Oh No, Flo by Catherine Cawthorne – The Federation of Children’s Book Groups


Check out the guest blog today from Catherine Cawthorne about using Oh No, Flo and some other funny picture books with young readers!

 

Can you remember….? Using Oh No, Flo! and other picture books for following and recalling instructions

At one point, I had three children under 5 years old. Trying to get them all ready to leave the house was an absolute nightmare! (And the baby always did a poo just as we were finally ready to go.) How many times could you possibly need to ask someone to put on their coat? Or make sure they’d had a wee? It seems that following instructions, particularly under pressure, isn’t something many young children naturally take to. Especially if there’s an interesting piece of fluff or a long-dead spider or something equally fascinating to distract them from the task at hand.

It’s even worse if you’re trying to get a task done quickly and then a young child offers to “help” you. You feel you have to accept the help, because you should be positively reinforcing their kindness, but on the other hand you know it will (a) take about 5 hours longer and (b) you’ll probably have to redo it all afterwards! I remember my 2 year-old daughter once offering to “write” the shopping list for me. In my sleep-deprived state, I accepted!!! I then ended up wandering around Sainsbury’s with a piece of paper with scribbles all over it, pretending that I was reading it, and frantically trying to remember what we actually needed!

Oh No, Flo! is about a very well-meaning sheepdog who has decided she will “help” Farmer whilst she is ill by doing all the jobs on the farm. What could possibly go wrong?! But Flo doesn’t know what jobs to do, so the other animals give her a list of instructions:

Moo! Milk the cow!

Oink! Feed the pig!

Honk! Sow the corn!

Neigh! Brush the horse!

Slither! Water the cabbages!

Boing! Pull up the carrots!

Baa! Shear the sheep!

Cluck cluck! Collect the eggs!

Miaow! Stroke the cat!

But, inevitably, poor Flo doesn’t remember the instructions very well and muddles them up. She sows the sheep. She milks the pig. She shears the poor cat. She creates absolute carnage. And she is oblivious to it all.

I love reading this book aloud. Each time Flo muddles up a task, there is an opportunity to try to remember what it should have been. When Flo tries to collect the geese, can anyone remember who or what should she be collecting? Each instruction the animals give her is an action + noun. Can children match the action words to the nouns?

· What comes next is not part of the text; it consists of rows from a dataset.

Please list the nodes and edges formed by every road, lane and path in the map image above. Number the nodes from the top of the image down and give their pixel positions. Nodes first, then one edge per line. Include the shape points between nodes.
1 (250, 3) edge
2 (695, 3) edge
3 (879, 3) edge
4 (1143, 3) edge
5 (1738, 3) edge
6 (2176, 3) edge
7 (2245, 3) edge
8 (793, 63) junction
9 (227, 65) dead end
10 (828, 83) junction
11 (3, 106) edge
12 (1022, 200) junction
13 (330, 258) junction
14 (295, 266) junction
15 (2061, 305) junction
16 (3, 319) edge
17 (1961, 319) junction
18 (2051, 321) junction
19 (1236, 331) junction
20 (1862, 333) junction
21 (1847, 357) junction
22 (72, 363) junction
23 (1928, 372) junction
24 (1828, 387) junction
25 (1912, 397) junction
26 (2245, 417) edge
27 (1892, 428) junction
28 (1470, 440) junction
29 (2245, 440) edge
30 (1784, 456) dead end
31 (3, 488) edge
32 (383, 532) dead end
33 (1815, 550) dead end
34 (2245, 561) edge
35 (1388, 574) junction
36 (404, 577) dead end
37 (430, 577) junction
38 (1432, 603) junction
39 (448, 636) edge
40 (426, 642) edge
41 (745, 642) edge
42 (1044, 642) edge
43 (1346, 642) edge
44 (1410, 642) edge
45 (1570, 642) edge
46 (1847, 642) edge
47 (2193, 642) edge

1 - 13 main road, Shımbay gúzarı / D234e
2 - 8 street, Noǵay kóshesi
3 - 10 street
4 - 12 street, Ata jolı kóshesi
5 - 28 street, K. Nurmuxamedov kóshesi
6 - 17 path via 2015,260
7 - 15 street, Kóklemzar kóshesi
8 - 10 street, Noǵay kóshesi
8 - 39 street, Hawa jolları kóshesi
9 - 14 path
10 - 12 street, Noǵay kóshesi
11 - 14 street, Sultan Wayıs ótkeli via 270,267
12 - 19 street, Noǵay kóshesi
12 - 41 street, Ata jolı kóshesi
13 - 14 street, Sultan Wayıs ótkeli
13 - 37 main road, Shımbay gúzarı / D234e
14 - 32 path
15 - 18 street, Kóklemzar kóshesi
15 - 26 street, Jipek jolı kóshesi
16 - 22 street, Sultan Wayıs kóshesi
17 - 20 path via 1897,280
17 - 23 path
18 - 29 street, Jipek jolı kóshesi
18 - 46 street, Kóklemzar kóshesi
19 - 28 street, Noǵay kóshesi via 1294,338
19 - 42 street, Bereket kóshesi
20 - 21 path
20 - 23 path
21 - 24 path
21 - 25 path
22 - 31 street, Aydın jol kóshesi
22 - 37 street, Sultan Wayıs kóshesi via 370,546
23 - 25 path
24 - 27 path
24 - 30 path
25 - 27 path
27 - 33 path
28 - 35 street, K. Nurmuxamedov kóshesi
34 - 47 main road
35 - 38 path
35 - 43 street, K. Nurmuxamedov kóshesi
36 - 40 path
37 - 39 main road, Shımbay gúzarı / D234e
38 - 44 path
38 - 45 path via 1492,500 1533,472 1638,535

Here are some other classic picture books with instructions or with a set of actions to remember. These could be used in a similar way, either to think about instructions or to listen to and then recall a list in the correct order:

1. How to Wash A Woolly Mammoth by Michelle Robinson and Kate Hindley – This includes a funny list of chronological, step-by-step instructions of how to wash your pet woolly mammoth in the bath. Just what you’ve always needed!

2. If You Give A Moose A Muffin by Laura Numeroff and Felicia Bond – I remember laughing at this book when I was a child. It’s a funny, circular book that starts and ends with giving a moose a muffin! There are a set of steps that happen and take us full circle back to the beginning, ready to start all over again.

3. We’re Going On A Bear Hunt by Michael Rosen and Helen Oxenbury – As we go through this classic book we build up a list of nouns plus noise (grass – swishy swashy, river– splish splash) and then have to remember them all backwards as the family run home away from the bear. Can you remember it all in the right order?

 

Oh No, Flo! by Catherine Cawthorne, illustrated by Mike Byrne, published 27th March 2025 by Templar Books, paperback

 

Views expressed do not necessarily reflect those of the Federation.